Lock and Montesquieu derived the contents of this doctrine from

the developments in the British constitutional history of the early 18 th

century. In England after a long war between parliament and the King,

they saw the triumph of Parliament in 1688 which gave Parliament

legislative supremacy culminating in the passage of the Bill of Rights.

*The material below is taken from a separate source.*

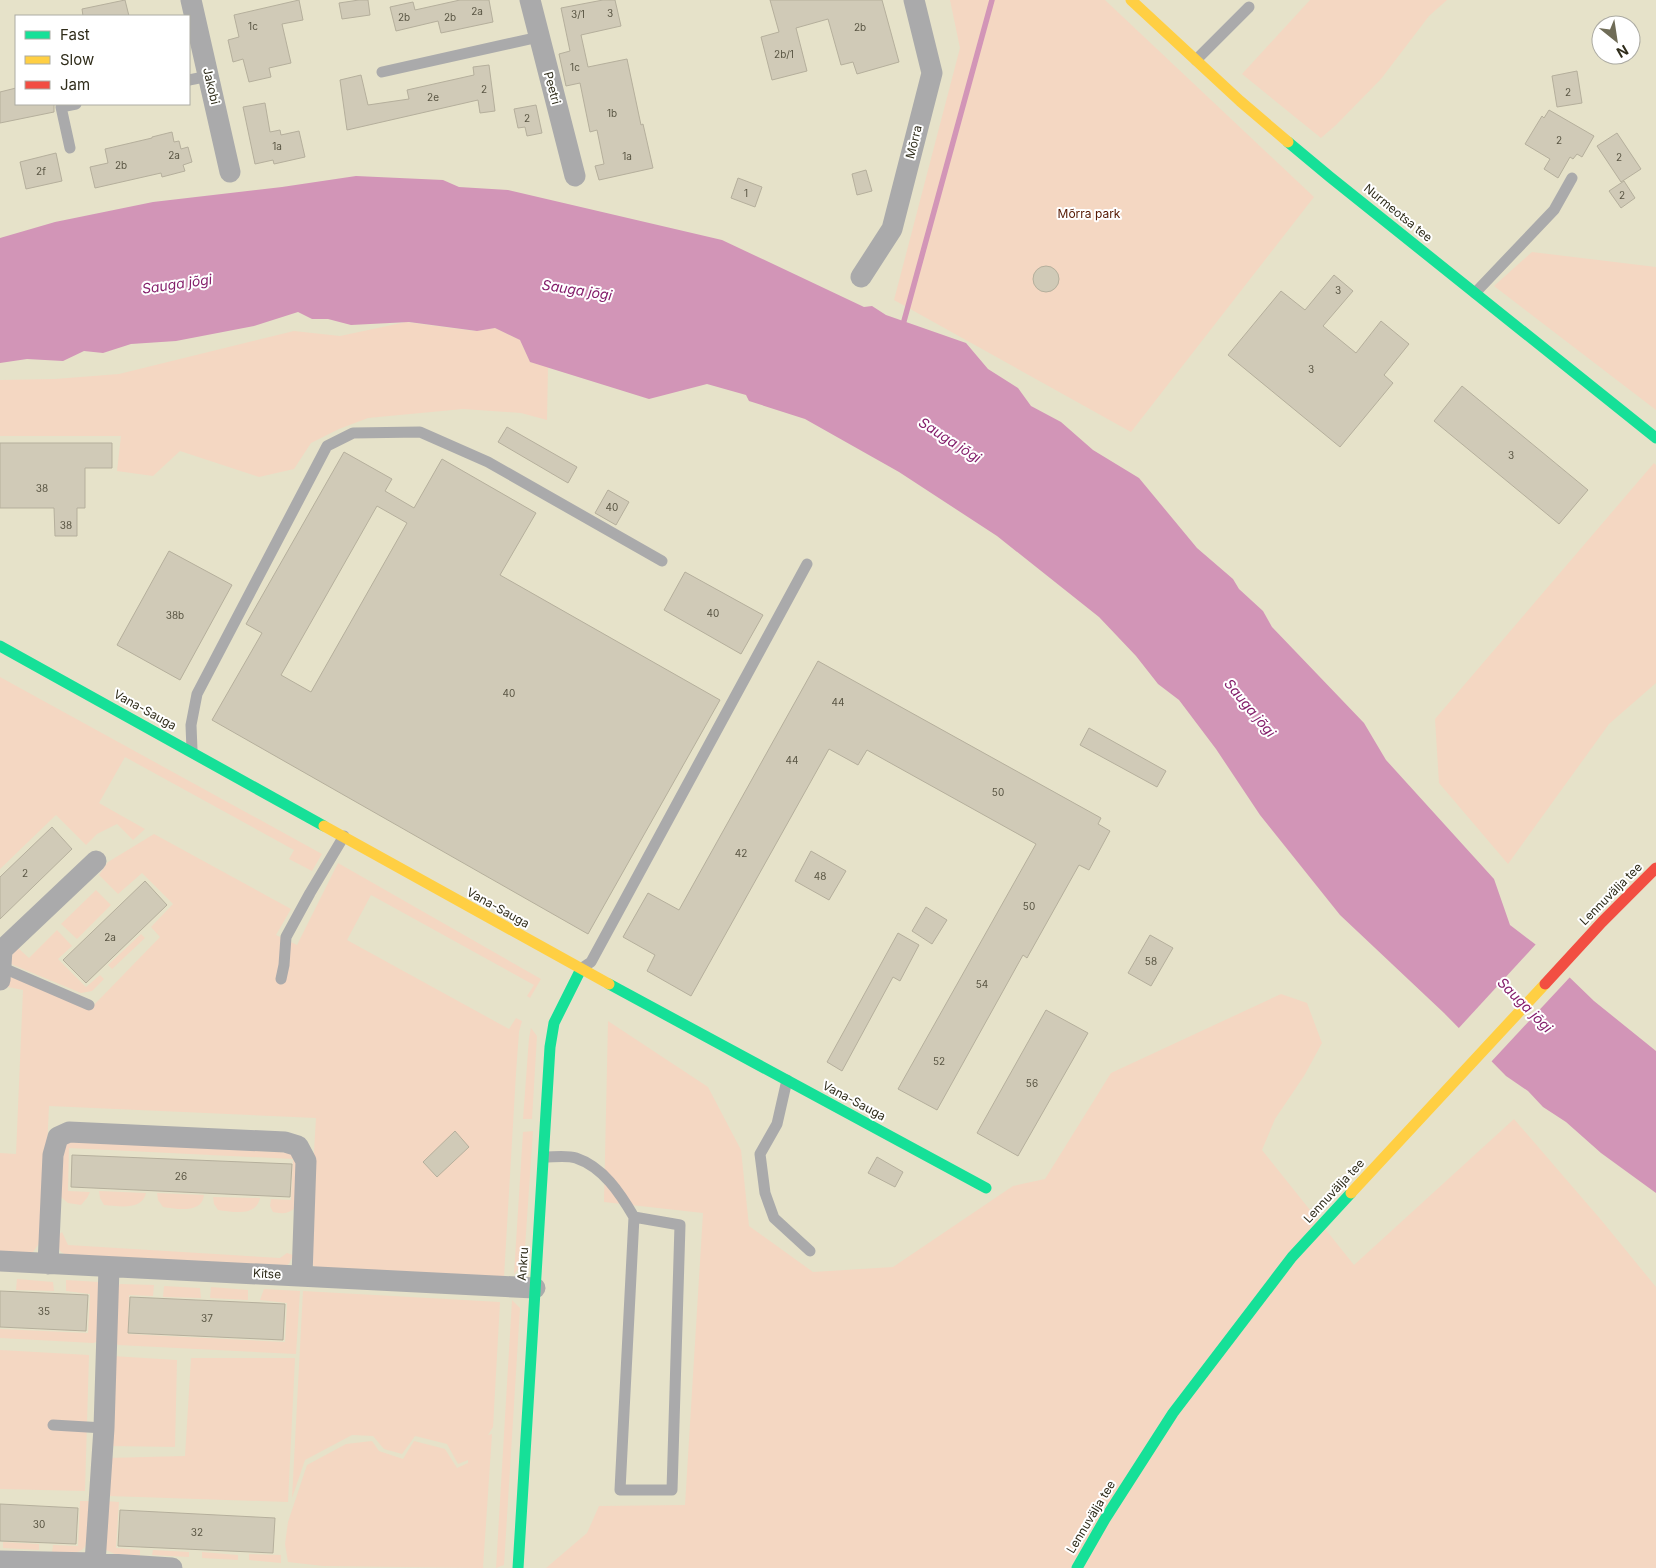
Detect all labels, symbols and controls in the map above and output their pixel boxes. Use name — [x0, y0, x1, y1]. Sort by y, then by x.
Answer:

This led ultimately to a recognition by the King of legislative and tax

powers of Parliament and the judicial powers of the courts. At that times,

the King exercised executive powers, Parliament exercised legislative

powers and the courts exercised judicial powers, though later on England

did not stick to this structural classification of functions and changed to

the parliamentary form of government.3

Montesquieu was concerned with the preservation of political

liberty. “Political liberty is to be found”, he says,4 only when there is no

abuse of power. But constant experience shows us that every man

invested with power is liable to abuse it, and to carry his authority as far

as it will go …. To prevent this abuse, it is necessary from the nature of

thing that one power should be a check on another…”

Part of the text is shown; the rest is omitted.